Q-Learning Agent — FrozenLake-v1
This repository contains a trained Q-Learning agent for the Gymnasium environment FrozenLake-v1.
Environment
- Environment: FrozenLake-v1
- State Space: 16 discrete states
- Action Space: 4 discrete actions
- Type: Stochastic grid-world (slippery surface)
FrozenLake is a small Markov Decision Process (MDP) where the agent must reach a goal while avoiding holes.
Algorithm
This model uses Tabular Q-Learning, a model-free off-policy reinforcement learning algorithm.
Update rule:
Q(s,a) ← Q(s,a) + α [ r + γ max_a' Q(s',a') − Q(s,a) ]
Where:
- α = learning rate
- γ = discount factor
Because the environment is discrete and small, Q-values are stored in a Q-table of shape (16 × 4).
Training Details
- Learning rate (α): 0.1
- Discount factor (γ): 0.99
- Episodes: 5000
- Epsilon-greedy exploration with decay
The agent learns to maximize expected long-term reward despite stochastic transitions.
Performance
Training reward was tracked across episodes.

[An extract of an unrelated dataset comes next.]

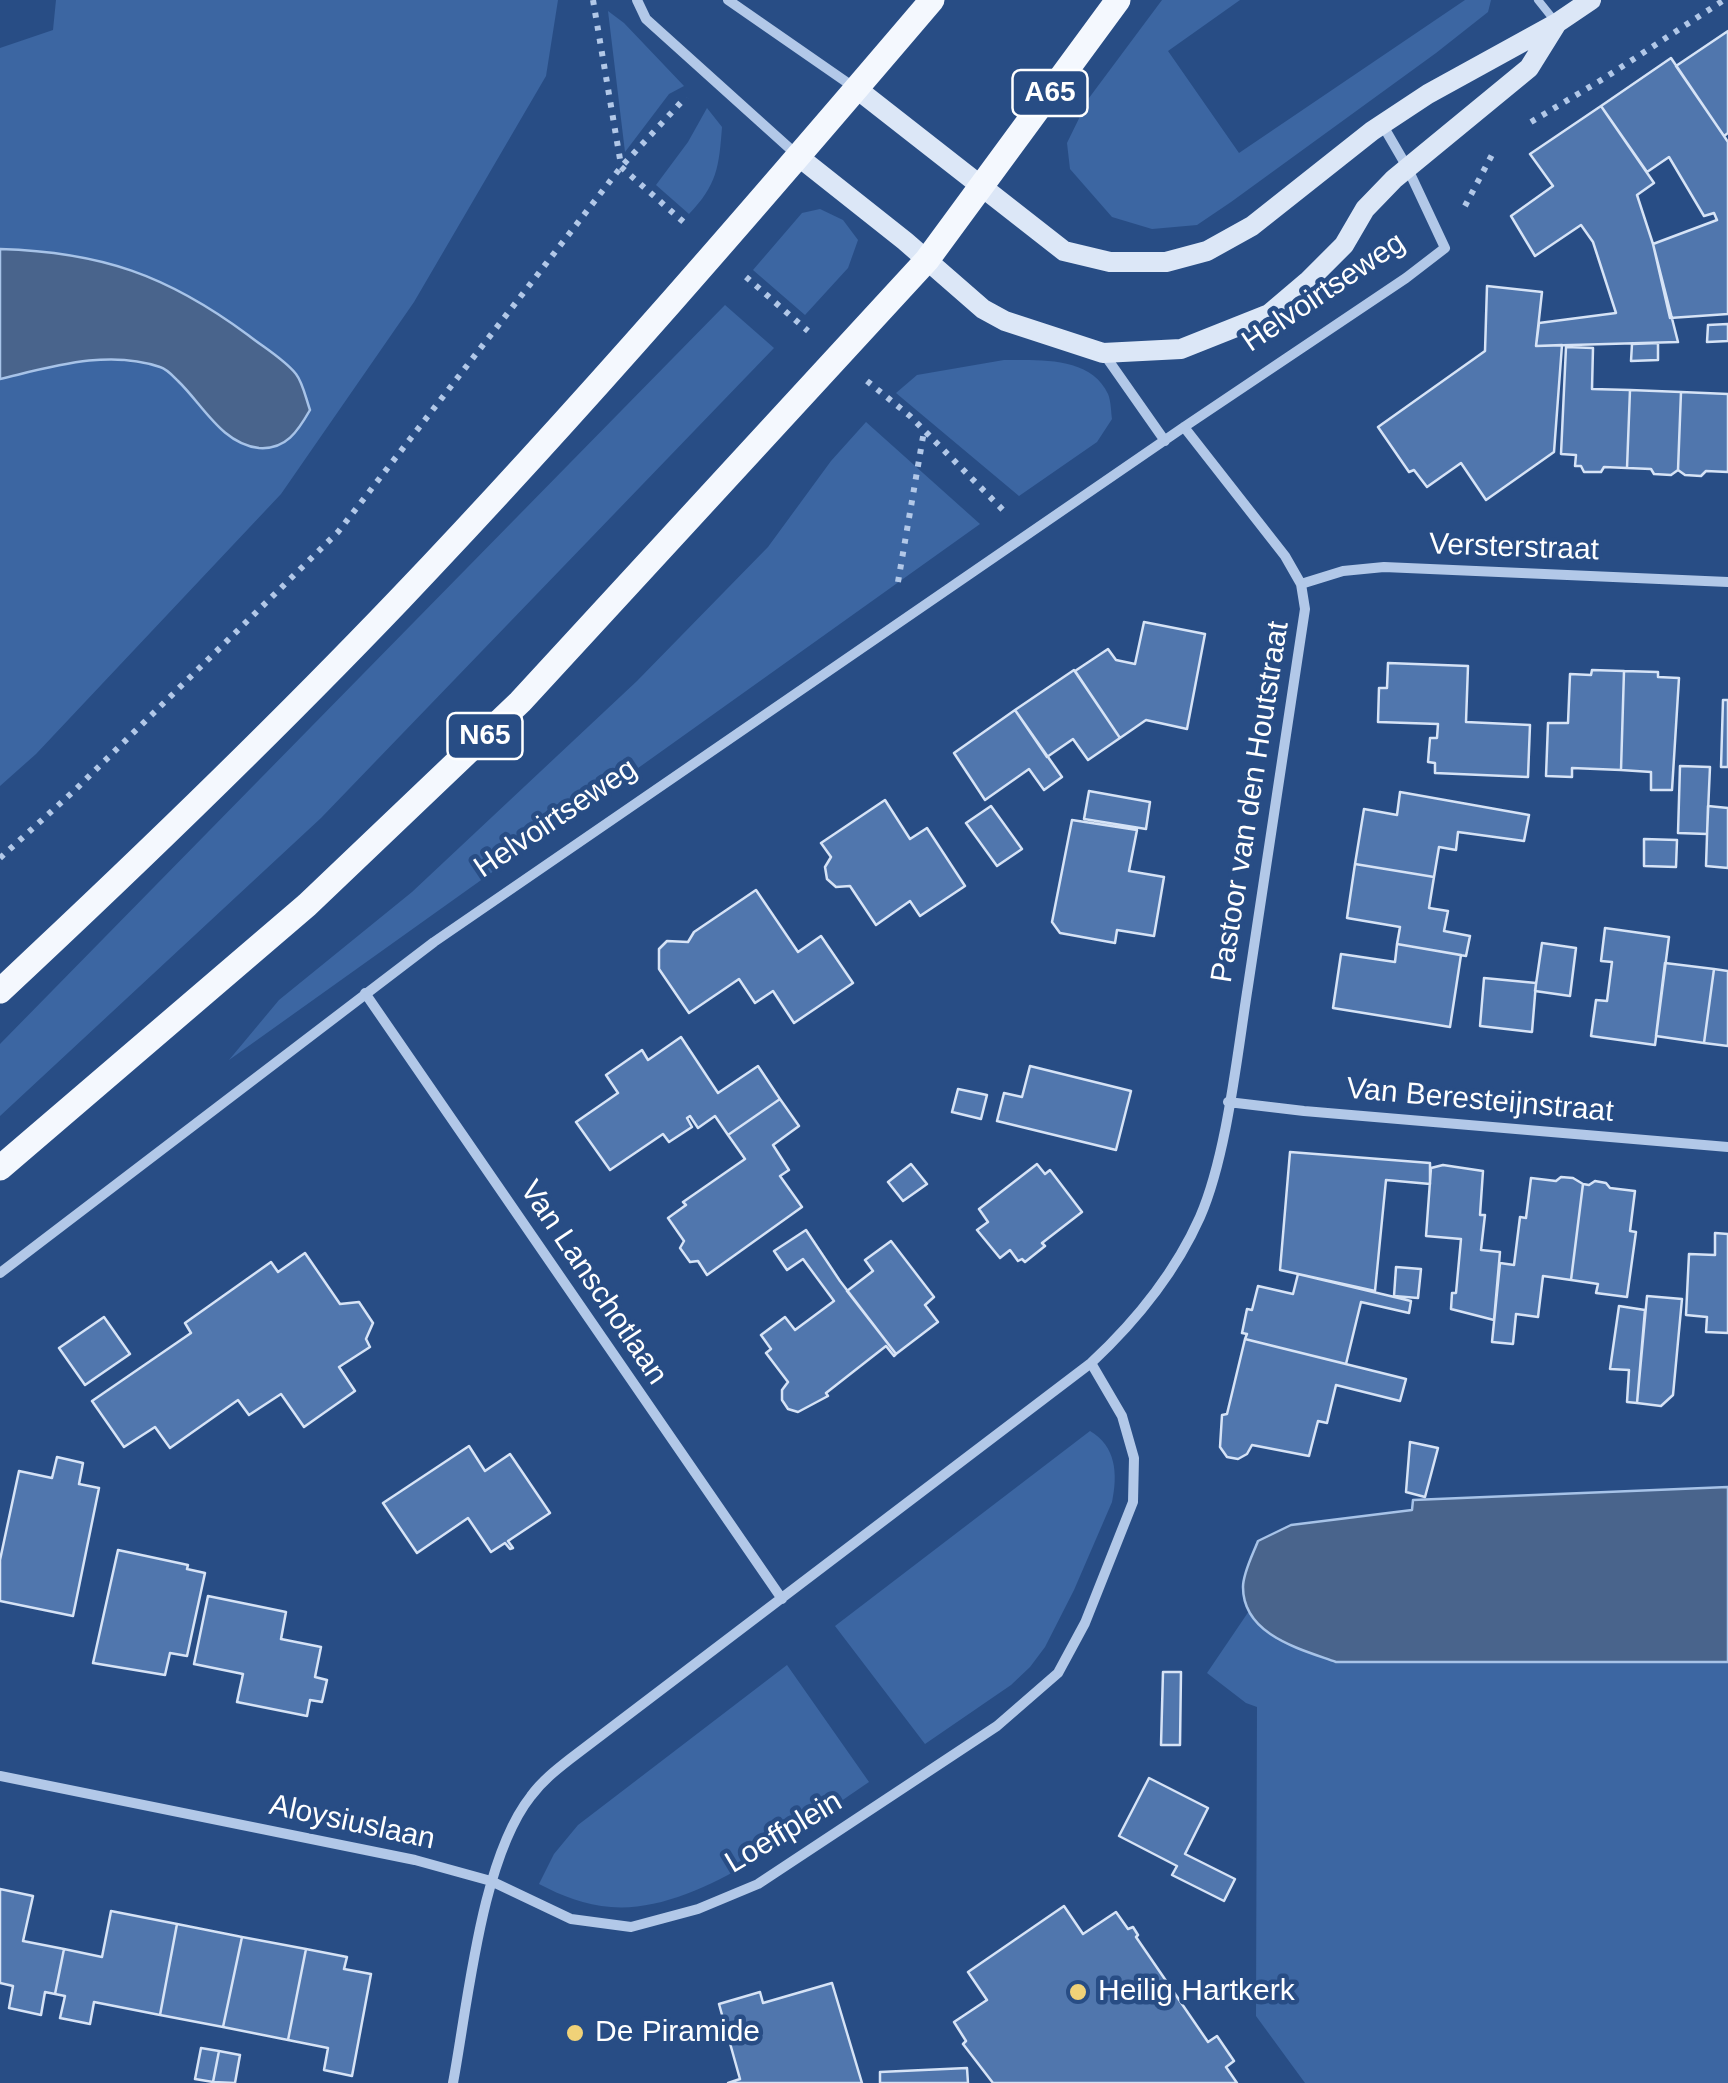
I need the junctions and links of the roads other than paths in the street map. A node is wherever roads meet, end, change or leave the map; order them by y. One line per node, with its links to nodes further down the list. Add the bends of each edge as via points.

The agent successfully learns an optimal navigation policy to reach the goal.
Visualization
Below is the trained agent interacting with the environment:
Files
frozenlake_q_table.npy→ Trained Q-tablefrozenlake_trained_agent.gif→ Agent demonstration
Summary
This project demonstrates:
- Tabular reinforcement learning
- Bellman optimality updates
- Exploration vs exploitation trade-off
- Convergence in finite MDPs
It serves as a foundational reinforcement learning example.